Watch for cues. Someone using casual forms with you? They're opening the door. Someone maintaining keigo after multiple interactions? They want that boundary.
Common keigo swaps
Regular Japanese has layers of formality built into basic vocabulary:
- Eat: taberu → meshiagaru (for others), itadaku (for yourself)
- Say: iu → ossharu (for others), mōshiageru (for yourself)
- Be: iru → irassharu (for others), oru (for yourself)
- Give: ageru → sashiageru (to superiors)
- Receive: morau → itadaku (from superiors)
The evolution angle
Keigo developed alongside Japan's hierarchical society. Samurai culture, Confucian influence, and centuries of rigid social stratification created this linguistic complexity. Modern Japan has loosened many social rules, but keigo remains embedded in professional life.

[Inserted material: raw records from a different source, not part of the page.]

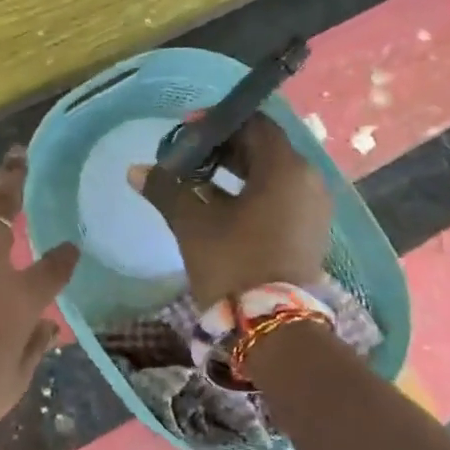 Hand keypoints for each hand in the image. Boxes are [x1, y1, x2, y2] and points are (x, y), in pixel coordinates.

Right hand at [129, 115, 331, 308]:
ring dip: (236, 173)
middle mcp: (308, 180)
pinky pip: (281, 198)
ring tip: (198, 183)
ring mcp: (313, 208)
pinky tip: (220, 208)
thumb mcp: (193, 223)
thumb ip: (167, 189)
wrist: (273, 326)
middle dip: (225, 149)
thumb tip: (136, 170)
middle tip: (188, 158)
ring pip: (272, 175)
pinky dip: (252, 194)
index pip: (254, 124)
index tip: (187, 131)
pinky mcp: (310, 232)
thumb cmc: (233, 263)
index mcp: (284, 168)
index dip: (219, 122)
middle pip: (264, 148)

Younger generations use less complex keigo, but they still use it. The forms might simplify, but the underlying principle—language that acknowledges relationship dynamics—stays strong.
Practical mastery
Start with teineigo. Get comfortable with desu/masu forms before diving into sonkeigo and kenjougo complexity. Learn the common verb substitutions. Practice until the rhythm feels natural, not rehearsed.
Most importantly: pay attention to what native speakers do around you. Keigo is social music, and you learn it by listening to the patterns.